When you vet builders, use a checklist. Our guide on how to vet a pool builder can help you compare warranty language, not just sales talk.

How warranties differ by pool type

Pool type affects both cost and warranty expectations. Real prices are typical ranges and estimates only, not quotes. The final price depends on pool type, size, site, finishes, and your area.
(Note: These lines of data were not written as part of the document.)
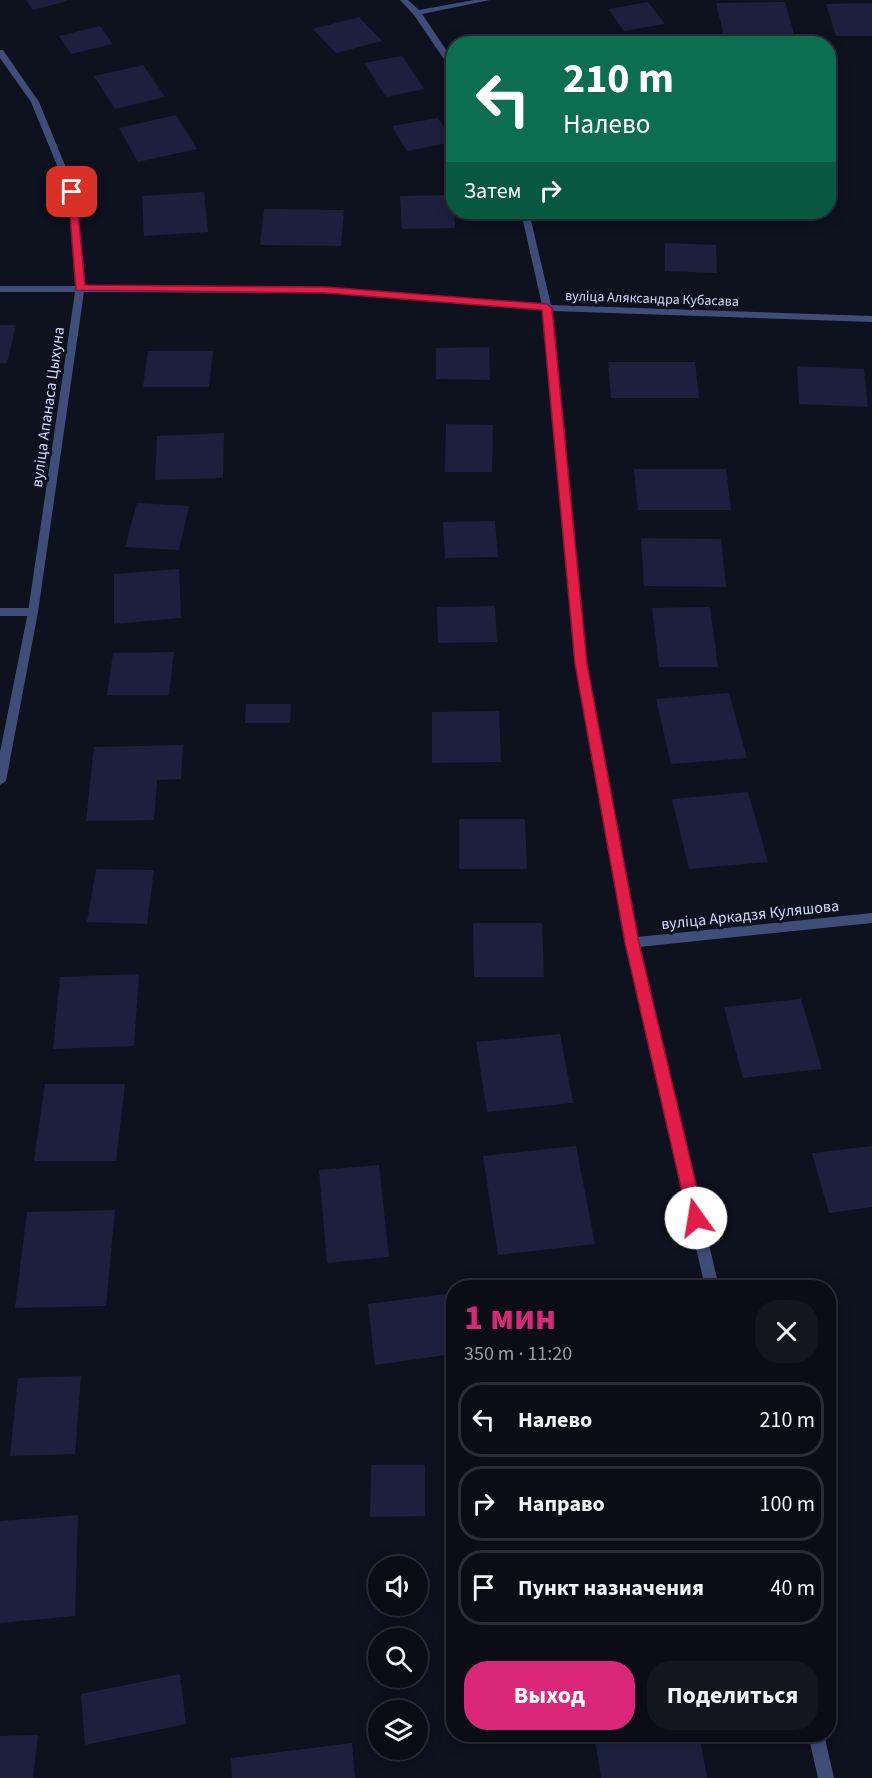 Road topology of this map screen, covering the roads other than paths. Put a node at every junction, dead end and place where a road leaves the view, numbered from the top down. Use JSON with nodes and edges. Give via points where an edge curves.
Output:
{"nodes":[{"id":1,"x":404,"y":0,"type":"edge"},
{"id":2,"x":486,"y":0,"type":"edge"},
{"id":3,"x":417,"y":13,"type":"junction"},
{"id":4,"x":0,"y":52,"type":"edge"},
{"id":5,"x":446,"y":56,"type":"edge"},
{"id":6,"x":527,"y":219,"type":"edge"},
{"id":7,"x":80,"y":288,"type":"junction"},
{"id":8,"x":0,"y":289,"type":"edge"},
{"id":9,"x":547,"y":308,"type":"junction"},
{"id":10,"x":872,"y":320,"type":"edge"},
{"id":11,"x":0,"y":612,"type":"edge"},
{"id":12,"x":33,"y":612,"type":"junction"},
{"id":13,"x":0,"y":781,"type":"edge"},
{"id":14,"x":872,"y":918,"type":"edge"},
{"id":15,"x":632,"y":943,"type":"junction"},
{"id":16,"x":710,"y":1280,"type":"edge"},
{"id":17,"x":818,"y":1742,"type":"edge"},
{"id":18,"x":826,"y":1778,"type":"edge"}],
"edges":[{"from":1,"to":3,"type":"street"},
{"from":2,"to":3,"type":"street"},
{"from":3,"to":5,"type":"street"},
{"from":4,"to":7,"type":"street","name":"вуліца Апанаса Цыхуна","via":[[35,102],[72,192]]},
{"from":6,"to":9,"type":"street"},
{"from":7,"to":8,"type":"street","name":"вуліца Аляксандра Кубасава"},
{"from":7,"to":9,"type":"street","name":"вуліца Аляксандра Кубасава","via":[[326,290]]},
{"from":7,"to":12,"type":"street","name":"вуліца Апанаса Цыхуна"},
{"from":9,"to":10,"type":"street","name":"вуліца Аляксандра Кубасава"},
{"from":9,"to":15,"type":"street","via":[[581,664]]},
{"from":11,"to":12,"type":"street"},
{"from":12,"to":13,"type":"street","name":"вуліца Апанаса Цыхуна"},
{"from":14,"to":15,"type":"street","name":"вуліца Аркадзя Куляшова"},
{"from":15,"to":16,"type":"street"},
{"from":17,"to":18,"type":"street"}]}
  • Gunite/concrete pools often run about $60,000-$135,000 or more. They are highly customizable, but the warranty may split structural issues from plaster or finish issues. Surface appearance changes over time may not be fully covered.
  • Fiberglass pools often run about $45,000-$95,000. Shell coverage may come from the manufacturer, while installation workmanship comes from the builder. Read both documents. Learn more about fiberglass pools.
  • Vinyl-liner pools often run about $35,000-$70,000. The liner usually has its own warranty, but prorating and labor exclusions are common. Wall structure and plumbing may have separate terms.
  • Smaller plunge pools can cost less than full-size pools, but they still have separate warranties for shell, finish, equipment, and workmanship.

The main lesson: do not compare two warranties by the headline only. A longer term is not always better if the exclusions are broad or the labor is not included.

What to do before you hire: 7 smart warranty checks

Use these steps before you choose a builder.

1. Ask for sample warranty documents before signing
Not a brochure. The real paperwork.

2. Check who backs each part
Is it the builder, the shell maker, or the equipment brand?

3. Ask what maintenance is required to keep coverage valid
You may need water chemistry records, service records, or proper winterization.

4. Ask who handles claims
Do you call the builder first? The manufacturer? Both?

5. Ask what labor costs are excluded
A free part is not the same as a free repair.

6. Ask what site conditions are excluded
Soil movement, drainage, and nearby trees can matter.

7. Match the warranty to the payment schedule
Never release final payment until the project is substantially complete, startup is done, and you have the warranty documents, equipment model numbers, manuals, and lien paperwork if required in your area.

Also make sure the project follows local permit and safety rules. Rules vary by city and county. Read pool permits explained and follow local pool-safety and fencing laws.

What to do next

A good warranty is part of a good project, but it should not be the only reason you hire someone. Look at the full picture:
- Scope of work
- Payment schedule
- Change-order process
- Timeline assumptions
- Permit responsibility
- Equipment list
- Startup and training
- Warranty terms

DeepEnd Match is a free matching service. We do not build pools or give construction, legal, or financial advice. We help homeowners compare licensed, insured, and bonded pool builders. You compare bids, you choose who to hire, and you hold the final payment.

If you want help finding builders to compare, start here: get matched.

In plain English

Get the real warranty paperwork before you sign, read the exclusions, verify the builder is licensed, insured, and bonded, and make sure price, scope, and warranty terms are all in writing before you pay a deposit.

Common questions

Is a lifetime pool warranty really for life?

Sometimes the phrase refers only to a limited structural component, not the whole pool. It may also apply only to the original owner, or exclude labor, cosmetic issues, soil movement, and water-chemistry damage. Read the exact written terms.

Do pool warranties cover cracks?

Some do, some do not. Structural shell failure may be covered, but hairline plaster cracks, deck cracks, cosmetic shrinkage cracks, or cracks caused by drainage or soil movement are often excluded. Ask the builder to show you the crack language in writing.

Can I void my pool warranty by maintaining the pool wrong?

Yes. Improper water chemistry, poor winterization, neglected maintenance, or unauthorized repairs can void some coverage. Ask what records you should keep, such as chemistry logs, service receipts, and startup documents.

Should I choose the builder with the longest warranty?

Not automatically. A shorter, clearer warranty from a reputable licensed, insured, and bonded builder can be better than a long warranty full of exclusions. Compare who backs it, what is covered, and whether labor is included.